The initial finding of our study suggested that unlike long-term administration of fisetin for 15 days, the drug given 30 min before IR protocol was efficient in attenuating ischemia–reperfusion injury. Irrespective of differences in route of drug administration, the cardioprotective effect of fisetin was similar. This suggested that the bioavailability of fisetin in the heart tissue may be similar even if the route of administration was different. Furthermore, we checked the fisetin content in the myocardium and found similar levels of fisetin in the tissue from the rat treated with fisetin 30 min prior to IR via ip and oral. On the other hand, we could not find a significant concentration of fisetin in the myocardium of rats treated with fisetin for 15 days followed by a 1-day washout. Corresponding to this data, the IR associated–cardiac injury and compromised hemodynamics were higher in rats treated with fisetin for 15 days either oral or ip route. All these experimental observations indicate that fisetin can exert cardioprotection against IR in the heart. But we cannot rule out the possible presence and activity of fisetin metabolite in the cardioprotection, which need to be further explored.

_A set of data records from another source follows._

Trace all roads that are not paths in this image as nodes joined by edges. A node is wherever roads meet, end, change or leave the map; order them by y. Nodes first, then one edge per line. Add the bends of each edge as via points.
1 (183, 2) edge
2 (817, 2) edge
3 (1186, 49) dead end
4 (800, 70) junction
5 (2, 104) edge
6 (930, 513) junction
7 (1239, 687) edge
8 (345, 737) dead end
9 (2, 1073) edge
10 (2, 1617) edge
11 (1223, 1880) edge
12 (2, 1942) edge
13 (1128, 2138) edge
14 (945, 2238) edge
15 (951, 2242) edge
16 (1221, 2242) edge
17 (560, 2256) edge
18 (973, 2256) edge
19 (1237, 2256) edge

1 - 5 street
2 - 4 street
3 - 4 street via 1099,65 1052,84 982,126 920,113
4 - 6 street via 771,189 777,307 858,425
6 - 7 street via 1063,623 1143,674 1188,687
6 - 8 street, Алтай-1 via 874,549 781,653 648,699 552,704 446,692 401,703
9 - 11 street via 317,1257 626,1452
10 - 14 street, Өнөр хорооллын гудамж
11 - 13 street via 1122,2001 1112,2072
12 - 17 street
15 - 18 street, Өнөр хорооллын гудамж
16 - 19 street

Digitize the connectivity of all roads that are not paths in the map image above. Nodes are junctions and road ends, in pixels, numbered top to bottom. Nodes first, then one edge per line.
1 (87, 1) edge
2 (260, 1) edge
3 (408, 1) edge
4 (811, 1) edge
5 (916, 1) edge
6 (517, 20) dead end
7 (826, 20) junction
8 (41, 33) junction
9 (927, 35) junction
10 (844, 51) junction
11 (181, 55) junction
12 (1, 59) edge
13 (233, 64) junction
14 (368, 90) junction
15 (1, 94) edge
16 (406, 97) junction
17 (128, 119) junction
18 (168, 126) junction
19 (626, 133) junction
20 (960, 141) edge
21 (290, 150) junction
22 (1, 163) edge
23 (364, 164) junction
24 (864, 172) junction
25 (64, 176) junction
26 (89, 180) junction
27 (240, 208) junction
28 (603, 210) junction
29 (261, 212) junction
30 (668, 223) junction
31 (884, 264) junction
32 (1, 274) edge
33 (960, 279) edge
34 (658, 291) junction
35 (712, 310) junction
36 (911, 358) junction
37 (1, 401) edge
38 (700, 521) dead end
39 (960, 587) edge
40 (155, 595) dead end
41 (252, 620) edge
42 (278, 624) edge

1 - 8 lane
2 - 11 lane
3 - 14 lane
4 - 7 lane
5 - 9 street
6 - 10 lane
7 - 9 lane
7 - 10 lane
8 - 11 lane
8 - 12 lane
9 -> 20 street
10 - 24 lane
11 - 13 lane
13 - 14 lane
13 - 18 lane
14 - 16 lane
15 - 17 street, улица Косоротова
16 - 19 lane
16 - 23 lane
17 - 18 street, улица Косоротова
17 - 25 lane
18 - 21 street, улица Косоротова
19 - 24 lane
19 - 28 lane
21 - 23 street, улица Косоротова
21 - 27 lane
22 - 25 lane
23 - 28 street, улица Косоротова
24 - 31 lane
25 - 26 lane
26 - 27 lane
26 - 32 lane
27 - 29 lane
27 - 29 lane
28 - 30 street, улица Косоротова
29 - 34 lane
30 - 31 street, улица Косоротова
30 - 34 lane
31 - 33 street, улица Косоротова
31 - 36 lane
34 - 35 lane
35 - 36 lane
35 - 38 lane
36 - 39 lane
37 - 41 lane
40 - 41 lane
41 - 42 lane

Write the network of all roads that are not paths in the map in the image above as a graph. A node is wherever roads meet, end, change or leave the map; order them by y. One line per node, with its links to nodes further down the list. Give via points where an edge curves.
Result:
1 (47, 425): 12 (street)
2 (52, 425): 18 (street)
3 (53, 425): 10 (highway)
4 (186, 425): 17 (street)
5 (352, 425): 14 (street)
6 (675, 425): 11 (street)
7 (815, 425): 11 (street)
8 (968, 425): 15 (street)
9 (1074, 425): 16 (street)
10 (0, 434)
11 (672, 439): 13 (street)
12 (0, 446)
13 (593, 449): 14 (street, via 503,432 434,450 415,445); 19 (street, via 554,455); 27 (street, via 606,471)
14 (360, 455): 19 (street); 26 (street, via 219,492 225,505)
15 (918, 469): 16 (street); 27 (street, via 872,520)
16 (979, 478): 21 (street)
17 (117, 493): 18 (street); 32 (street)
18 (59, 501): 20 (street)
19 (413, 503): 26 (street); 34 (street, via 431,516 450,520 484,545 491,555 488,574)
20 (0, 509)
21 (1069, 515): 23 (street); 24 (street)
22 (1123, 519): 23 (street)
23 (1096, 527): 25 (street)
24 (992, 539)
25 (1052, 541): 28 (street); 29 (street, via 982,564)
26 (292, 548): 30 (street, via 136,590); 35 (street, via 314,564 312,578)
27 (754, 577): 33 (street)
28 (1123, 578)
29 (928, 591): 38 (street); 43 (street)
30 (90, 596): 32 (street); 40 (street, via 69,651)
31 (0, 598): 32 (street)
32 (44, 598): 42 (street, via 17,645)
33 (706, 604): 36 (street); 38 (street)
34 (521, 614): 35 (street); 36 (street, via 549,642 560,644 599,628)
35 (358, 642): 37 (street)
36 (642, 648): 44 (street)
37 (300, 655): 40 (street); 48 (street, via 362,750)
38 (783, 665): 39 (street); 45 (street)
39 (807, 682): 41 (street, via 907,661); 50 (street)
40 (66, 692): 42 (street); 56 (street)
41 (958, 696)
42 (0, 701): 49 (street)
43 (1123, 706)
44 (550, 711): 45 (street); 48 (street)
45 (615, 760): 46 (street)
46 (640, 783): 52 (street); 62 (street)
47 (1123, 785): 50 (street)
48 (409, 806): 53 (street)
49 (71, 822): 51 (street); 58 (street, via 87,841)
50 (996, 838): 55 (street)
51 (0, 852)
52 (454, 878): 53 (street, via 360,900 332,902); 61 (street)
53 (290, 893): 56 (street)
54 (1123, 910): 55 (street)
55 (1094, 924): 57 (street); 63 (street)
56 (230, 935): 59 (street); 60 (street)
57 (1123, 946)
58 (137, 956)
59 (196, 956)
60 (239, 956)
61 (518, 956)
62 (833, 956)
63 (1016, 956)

Myocardial IR injury is characterized by elevated oxidative stress and severe mitochondrial dysfunction that promote injury and compromised physiological function (Perrelli et al. 2011). Previous studies have shown that fisetin is a potent antioxidant agent by acting as a free radical scavenger and also by triggering the production of antioxidants (Shanmugam et al. 2021b). In addition, through our previous publication, we demonstrated the mitochondrial protective effect of fisetin in both in vivo and in vitro models (Shanmugam et al. 2021a). In the present study, we observed fisetin-mediated mitoprotection was low in the long-term administered fisetin-treated rat than the short-term fisetin-treated rats. This may be explained by the presence of a higher concentration of fisetin in the myocardium of short-term treated rats. A similar observation was found with IR associated–oxidative stress in fisetin-administered rats where the fisetin’s ability to reduce oxidative stress was observed only in short-term administration animals than the long-term treated group.

Conclusion

Based on the above results we concluded that irrespective of the route of administration, fisetin renders the cardioprotection towards IR injury. The potential of fisetin to render the IR protection is short-lived, hence, it has less potential to utilize as a nutraceutical agent to enhance cardiac tolerance; rather, it can be used as a therapeutic agent.